Сколько раз она также стояла, возмущаясь чему-нибудь. Ругая, к примеру, меня, или Тошу. Любимая поза. Стоять, сцепив руки, и глядя во двор.
— Вит, ну, может быть, ты драматизируешь? Может, всё не так плохо? И вообще! Откуда ты знаешь? Она сама рассказала тебе?
Виталя в ответ излагает мне версию минувших событий. О том, как она собиралась лечь спать, а тут двери открылись. И в квартиру вломилась влюблённая парочка.
— Они почти сделали это в прихожей! Какое-то блядство, ей богу! — роняет она.
— В одном предложении соединить слова «блядство» и «бог», можешь только ты, — приглушённо смеюсь.
— Шумилов! — взрывается Вита.
Я морщусь от боли.
— Ты пил? — вопрошает она. И ведёт носом так, как свойственно было Капустину. Когда тот учует еду. А Вита сейчас чует нечто другое, — От тебя перегаром воняет! О, боже мой! Ты что, с бодуна?
Она открывает одну сворку окна целиком, чтобы впустить свежий воздух.
— Ну, прям так уж? Задохнулась как будто бы, — бурчу себе под нос.
— Шумилов, ты на глазах деградируешь, — поражённая этим, язвит, — Так тебя скоро с работы попрут!
Про себя отмечаю: «Уже». А вслух говорю:
— Не думал, что тебя так волнует.
— Меня волнует другое! А именно то, что тебе наплевать на тот факт, что дочь сходит с ума, — распыляется Вита.
Ветерок, что идёт из окна, шевелит её волосы. Она как Ассоль, что стоит на корме. И ждёт свой корабль с парусами…
Засмотревшись, я долго молчу.
— Хотя, конечно! Тебе всё равно.
— Почему всё равно? — говорю.
— Потому! Что она…, - Виталина, начав, осекается на полуслове.
— Ну-ну, продолжай, — усмехаюсь, поняв, о чём речь, — Потому, что она — не моя, а его?
— Я этого не говорила, — отвечает она, понизив голос.
— Но хотела сказать именно это, — завершаю я фразу.
— Откуда тебе вообще знать, что я хотела сказать? — восклицает она, повернувшись ко мне.
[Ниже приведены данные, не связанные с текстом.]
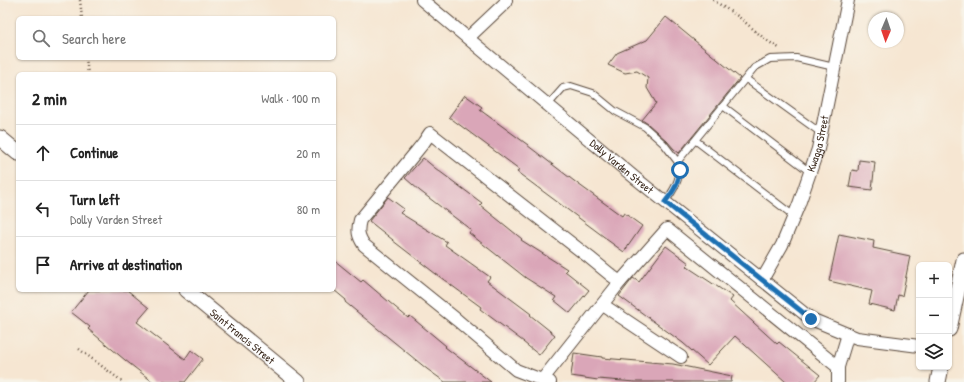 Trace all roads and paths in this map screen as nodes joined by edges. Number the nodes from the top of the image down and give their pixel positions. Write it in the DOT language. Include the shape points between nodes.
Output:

Сквозь стекло смотрит так, что мне стыдно.
— Я мысли читаю, — говорю, опираясь спиной о прохладную стену.
Кухонная штора парит над окном. Вызывая всё те же книжные ассоциации. Ассоль, паруса, ожидание чуда…
Я, подумав, решаю спросить:
— Он женат?
Вижу, как Вита в лице изменилась:
— О, Боже! А я ведь даже его не спросила об этом. Но…, - она жмурится, трёт переносицу, — Кольца не было, нет! Я точно помню, что кольца на нём не было.
— Нуу, — я тяну, — Это ещё не гарантия. Может у вас с ней семейная тяга к женатым?
Лицо каменеет за гладью стекла. А рыжие волосы как у Медузы Горгоны.
— Я не намерена выслушивать оскорбления в свой адрес, — цедит Виталя, — Я пришла для того, чтобы тебе сообщить! Майя, скорее всего, обратится к тебе за советом. Уж будь добр, посоветуй ей что-нибудь дельное.
Она говорит это так. Мол: «Что с тебя взять?».
— Ты ей сказала? — бросаю.
— О чём? — осекается Вита.
— О том, кто её настоящий отец.
По взгляду я вижу, что нет. И боль на мгновение отступает. Даёт передышку! Тот факт, что она не сказала — лишь временный. Не сказала сейчас, так расскажет потом. Всё равно ведь расскажет. Если будет с ним жить.
— А ты хочешь, чтобы я ей сказала? — неожиданно Вита глядит на меня сквозь стекло. Так глядит, что меня лихорадит.
— Я… Нет! Не хочу, — отрезаю. Надеюсь, она уточнила не просто «для галочки»? Надеюсь, моё мнение имеет хоть какой-нибудь вес для неё?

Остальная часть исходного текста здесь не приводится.